• **Exercise instructions**
Across the records below, how many lines include the string "leave"? Respond with the number only.

------ Data under study

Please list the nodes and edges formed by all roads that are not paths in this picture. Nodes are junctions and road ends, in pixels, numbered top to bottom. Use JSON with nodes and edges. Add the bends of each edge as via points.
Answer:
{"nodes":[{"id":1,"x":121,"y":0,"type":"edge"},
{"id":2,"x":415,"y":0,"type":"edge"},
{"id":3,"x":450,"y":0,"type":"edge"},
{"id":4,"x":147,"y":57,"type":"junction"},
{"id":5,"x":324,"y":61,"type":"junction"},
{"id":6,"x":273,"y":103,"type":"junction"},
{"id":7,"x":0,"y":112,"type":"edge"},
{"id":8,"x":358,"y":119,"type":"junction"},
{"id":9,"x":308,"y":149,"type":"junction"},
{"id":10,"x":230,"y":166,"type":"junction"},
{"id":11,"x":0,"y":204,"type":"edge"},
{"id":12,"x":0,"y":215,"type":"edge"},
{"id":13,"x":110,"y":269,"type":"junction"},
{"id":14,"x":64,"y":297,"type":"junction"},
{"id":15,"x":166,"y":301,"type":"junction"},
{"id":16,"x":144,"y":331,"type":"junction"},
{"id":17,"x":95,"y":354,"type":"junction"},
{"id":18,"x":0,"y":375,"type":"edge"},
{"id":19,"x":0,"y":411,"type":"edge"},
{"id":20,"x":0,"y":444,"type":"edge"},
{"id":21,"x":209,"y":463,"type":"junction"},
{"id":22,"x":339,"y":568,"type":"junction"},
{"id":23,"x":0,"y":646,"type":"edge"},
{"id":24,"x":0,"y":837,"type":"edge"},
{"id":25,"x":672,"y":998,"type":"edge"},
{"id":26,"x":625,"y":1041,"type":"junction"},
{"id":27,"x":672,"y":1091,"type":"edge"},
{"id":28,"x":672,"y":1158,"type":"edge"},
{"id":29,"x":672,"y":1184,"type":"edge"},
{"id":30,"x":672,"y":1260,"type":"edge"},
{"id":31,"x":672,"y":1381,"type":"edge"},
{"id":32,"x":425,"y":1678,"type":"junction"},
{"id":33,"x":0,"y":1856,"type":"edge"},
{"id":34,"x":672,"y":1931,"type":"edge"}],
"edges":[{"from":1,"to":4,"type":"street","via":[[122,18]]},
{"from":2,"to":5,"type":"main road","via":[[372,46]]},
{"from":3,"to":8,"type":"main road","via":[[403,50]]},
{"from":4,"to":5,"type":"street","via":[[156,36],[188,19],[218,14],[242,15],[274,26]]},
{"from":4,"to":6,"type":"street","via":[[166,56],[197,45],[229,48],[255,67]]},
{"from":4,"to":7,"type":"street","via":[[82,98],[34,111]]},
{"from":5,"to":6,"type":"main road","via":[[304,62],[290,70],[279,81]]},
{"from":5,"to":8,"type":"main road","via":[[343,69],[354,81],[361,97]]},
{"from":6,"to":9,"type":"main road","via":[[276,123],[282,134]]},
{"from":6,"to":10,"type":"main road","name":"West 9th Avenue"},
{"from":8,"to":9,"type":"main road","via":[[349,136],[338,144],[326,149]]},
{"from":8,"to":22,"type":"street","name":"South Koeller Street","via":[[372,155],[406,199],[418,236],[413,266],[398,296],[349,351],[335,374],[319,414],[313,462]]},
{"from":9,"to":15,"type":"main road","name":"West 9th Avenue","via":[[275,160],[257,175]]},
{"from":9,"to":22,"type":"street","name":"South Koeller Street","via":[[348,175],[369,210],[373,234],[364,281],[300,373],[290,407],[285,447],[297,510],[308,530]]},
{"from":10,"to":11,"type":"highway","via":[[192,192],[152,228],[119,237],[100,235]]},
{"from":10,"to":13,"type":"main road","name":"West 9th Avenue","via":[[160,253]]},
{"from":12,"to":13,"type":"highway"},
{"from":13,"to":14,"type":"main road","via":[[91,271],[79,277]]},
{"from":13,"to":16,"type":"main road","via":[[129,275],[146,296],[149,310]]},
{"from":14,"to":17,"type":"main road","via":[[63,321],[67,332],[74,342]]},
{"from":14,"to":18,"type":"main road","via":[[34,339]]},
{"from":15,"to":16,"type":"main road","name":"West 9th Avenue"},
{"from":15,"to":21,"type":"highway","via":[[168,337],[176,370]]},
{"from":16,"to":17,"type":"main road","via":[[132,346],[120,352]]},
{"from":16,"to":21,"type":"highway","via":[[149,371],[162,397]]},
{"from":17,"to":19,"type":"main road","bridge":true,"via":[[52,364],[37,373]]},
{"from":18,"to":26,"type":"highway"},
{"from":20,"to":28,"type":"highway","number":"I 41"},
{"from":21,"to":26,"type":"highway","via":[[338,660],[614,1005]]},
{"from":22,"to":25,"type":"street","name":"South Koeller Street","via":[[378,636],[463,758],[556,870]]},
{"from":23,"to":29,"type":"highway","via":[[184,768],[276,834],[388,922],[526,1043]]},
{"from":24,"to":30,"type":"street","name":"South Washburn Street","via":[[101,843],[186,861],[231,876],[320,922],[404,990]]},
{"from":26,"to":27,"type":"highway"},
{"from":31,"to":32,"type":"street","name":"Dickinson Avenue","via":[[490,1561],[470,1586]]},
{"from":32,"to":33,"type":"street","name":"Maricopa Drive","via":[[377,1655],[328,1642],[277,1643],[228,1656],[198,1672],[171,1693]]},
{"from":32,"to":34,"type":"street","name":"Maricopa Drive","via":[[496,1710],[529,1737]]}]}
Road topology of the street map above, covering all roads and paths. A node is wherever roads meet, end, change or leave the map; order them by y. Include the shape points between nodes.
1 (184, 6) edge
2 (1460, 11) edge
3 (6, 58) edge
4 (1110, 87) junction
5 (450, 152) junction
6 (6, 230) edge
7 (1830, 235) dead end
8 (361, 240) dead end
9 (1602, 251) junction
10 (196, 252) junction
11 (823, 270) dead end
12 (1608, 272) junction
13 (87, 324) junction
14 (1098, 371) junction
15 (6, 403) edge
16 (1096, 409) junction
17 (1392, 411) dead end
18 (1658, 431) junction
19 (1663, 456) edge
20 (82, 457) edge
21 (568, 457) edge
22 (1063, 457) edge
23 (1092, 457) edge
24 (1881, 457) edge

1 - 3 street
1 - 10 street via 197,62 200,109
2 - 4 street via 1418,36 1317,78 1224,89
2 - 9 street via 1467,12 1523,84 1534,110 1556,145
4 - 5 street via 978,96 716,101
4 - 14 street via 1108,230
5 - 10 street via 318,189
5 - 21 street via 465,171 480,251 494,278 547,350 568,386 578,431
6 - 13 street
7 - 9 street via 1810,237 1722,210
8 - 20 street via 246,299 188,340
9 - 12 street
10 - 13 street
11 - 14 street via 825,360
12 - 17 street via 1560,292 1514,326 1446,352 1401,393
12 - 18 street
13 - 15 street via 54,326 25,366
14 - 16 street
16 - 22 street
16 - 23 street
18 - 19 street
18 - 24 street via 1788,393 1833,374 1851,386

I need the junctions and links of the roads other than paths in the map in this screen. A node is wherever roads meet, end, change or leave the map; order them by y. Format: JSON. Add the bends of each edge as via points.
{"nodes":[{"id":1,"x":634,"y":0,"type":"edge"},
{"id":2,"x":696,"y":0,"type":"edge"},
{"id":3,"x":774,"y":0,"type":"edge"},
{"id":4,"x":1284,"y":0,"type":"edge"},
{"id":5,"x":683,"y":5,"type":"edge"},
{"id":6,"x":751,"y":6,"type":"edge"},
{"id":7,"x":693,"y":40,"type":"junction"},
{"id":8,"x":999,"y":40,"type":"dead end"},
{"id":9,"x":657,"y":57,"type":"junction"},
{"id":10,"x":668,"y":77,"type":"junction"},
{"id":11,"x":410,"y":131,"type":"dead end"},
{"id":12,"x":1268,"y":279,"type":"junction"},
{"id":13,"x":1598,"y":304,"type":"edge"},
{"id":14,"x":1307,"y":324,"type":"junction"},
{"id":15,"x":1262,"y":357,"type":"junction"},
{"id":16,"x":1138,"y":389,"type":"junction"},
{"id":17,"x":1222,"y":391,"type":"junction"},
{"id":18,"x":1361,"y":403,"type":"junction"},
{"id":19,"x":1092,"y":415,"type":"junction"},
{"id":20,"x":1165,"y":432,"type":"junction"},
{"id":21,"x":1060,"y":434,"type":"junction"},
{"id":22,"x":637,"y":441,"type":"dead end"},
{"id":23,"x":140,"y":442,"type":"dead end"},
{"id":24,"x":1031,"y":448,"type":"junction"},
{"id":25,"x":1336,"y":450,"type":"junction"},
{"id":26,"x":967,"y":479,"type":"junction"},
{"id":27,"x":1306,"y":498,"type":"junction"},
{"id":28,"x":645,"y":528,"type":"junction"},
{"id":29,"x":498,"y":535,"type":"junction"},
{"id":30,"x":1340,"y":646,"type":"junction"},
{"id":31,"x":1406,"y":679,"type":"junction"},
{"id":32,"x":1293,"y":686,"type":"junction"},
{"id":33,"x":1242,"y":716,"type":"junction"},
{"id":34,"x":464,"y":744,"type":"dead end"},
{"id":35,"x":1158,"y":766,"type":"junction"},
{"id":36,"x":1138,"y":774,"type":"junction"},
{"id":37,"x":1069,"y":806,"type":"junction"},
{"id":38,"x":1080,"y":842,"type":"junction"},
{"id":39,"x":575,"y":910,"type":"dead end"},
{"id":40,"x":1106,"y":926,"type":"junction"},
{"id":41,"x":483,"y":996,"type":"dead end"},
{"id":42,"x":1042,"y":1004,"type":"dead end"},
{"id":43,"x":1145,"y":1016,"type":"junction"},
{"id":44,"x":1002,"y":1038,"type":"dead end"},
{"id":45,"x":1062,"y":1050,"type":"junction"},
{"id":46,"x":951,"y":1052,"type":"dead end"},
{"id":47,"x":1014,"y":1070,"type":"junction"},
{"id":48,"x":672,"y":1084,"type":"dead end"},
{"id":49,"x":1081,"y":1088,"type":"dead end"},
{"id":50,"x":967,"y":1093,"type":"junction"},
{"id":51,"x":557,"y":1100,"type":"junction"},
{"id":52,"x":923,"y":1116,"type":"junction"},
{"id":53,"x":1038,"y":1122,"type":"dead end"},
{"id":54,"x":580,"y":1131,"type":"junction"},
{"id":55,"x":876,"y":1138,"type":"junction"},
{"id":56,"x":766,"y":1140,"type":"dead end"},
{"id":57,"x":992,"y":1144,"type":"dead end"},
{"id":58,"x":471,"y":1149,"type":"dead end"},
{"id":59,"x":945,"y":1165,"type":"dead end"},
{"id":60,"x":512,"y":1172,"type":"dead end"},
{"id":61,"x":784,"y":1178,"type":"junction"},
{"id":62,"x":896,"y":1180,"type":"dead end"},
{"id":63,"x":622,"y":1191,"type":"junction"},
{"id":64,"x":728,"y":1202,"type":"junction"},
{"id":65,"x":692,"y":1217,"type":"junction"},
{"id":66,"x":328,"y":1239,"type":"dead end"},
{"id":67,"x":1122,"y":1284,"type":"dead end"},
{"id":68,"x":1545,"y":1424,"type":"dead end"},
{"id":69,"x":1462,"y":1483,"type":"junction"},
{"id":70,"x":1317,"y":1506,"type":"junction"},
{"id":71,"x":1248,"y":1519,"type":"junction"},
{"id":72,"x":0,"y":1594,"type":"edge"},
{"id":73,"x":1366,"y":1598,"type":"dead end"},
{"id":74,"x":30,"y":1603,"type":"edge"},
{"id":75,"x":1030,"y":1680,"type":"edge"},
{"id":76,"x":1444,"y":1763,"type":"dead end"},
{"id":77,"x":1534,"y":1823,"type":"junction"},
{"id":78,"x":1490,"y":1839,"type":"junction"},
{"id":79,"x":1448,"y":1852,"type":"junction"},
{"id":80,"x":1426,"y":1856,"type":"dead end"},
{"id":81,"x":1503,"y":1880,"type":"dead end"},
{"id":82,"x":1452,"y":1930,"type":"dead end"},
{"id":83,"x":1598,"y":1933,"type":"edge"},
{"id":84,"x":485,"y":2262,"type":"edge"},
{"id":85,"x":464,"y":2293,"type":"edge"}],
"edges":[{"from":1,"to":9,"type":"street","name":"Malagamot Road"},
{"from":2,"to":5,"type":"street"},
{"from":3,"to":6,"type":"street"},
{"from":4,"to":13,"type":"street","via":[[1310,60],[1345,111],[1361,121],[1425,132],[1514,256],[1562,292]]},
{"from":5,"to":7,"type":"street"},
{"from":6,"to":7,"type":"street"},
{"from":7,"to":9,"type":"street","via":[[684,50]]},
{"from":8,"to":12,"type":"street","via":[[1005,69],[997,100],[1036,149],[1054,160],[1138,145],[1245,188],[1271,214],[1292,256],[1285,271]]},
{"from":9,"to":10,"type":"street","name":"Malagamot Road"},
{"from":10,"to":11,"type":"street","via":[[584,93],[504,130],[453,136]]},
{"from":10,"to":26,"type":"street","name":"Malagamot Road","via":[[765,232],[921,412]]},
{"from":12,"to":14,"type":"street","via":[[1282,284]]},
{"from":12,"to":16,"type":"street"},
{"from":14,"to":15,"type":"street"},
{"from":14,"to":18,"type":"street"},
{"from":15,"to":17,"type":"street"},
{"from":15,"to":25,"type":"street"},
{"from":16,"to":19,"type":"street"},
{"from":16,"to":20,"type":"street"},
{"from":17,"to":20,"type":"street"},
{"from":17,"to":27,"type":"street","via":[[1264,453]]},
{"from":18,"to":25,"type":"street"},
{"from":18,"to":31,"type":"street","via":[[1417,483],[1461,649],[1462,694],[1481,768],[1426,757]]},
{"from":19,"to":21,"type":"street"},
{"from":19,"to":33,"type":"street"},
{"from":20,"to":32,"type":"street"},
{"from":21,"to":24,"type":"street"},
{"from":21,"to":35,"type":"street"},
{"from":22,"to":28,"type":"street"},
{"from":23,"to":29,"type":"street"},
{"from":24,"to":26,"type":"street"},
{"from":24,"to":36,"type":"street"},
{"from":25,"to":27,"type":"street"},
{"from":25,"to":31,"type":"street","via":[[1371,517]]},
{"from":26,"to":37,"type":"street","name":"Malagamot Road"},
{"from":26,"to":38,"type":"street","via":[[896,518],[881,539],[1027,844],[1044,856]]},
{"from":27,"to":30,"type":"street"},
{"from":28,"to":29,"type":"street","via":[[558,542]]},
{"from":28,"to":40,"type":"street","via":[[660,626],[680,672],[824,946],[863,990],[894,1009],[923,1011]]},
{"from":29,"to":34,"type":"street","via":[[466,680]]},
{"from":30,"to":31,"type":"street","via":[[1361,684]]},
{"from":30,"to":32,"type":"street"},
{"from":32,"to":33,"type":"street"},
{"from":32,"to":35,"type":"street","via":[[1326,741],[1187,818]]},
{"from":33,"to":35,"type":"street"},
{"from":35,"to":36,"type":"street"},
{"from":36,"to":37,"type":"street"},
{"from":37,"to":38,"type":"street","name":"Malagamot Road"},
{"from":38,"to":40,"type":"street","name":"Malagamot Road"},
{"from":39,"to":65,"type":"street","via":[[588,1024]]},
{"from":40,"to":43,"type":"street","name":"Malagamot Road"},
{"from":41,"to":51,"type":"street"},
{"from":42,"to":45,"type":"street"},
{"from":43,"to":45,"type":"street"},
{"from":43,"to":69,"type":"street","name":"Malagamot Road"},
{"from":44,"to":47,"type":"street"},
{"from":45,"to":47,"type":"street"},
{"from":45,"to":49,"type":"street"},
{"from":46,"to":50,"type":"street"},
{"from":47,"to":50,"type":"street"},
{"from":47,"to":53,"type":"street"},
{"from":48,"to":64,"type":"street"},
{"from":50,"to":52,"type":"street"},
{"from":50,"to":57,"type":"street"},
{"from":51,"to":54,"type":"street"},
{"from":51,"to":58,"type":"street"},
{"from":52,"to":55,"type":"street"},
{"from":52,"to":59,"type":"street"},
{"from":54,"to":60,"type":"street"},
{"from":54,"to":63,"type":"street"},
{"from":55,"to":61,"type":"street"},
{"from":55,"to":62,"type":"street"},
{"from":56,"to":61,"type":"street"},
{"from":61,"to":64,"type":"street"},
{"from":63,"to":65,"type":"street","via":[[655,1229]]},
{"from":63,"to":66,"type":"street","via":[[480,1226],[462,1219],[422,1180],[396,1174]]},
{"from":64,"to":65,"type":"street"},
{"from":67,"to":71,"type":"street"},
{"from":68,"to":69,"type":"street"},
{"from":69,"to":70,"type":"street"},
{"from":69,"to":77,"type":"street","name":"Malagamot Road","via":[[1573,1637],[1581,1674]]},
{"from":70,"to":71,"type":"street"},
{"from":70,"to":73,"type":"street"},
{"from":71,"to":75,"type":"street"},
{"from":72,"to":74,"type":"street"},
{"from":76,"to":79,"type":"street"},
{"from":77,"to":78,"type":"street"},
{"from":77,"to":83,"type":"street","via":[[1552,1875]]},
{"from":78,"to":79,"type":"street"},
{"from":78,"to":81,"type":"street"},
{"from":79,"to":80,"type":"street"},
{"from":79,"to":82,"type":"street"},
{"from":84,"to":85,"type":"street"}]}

------------

• **Task result**
2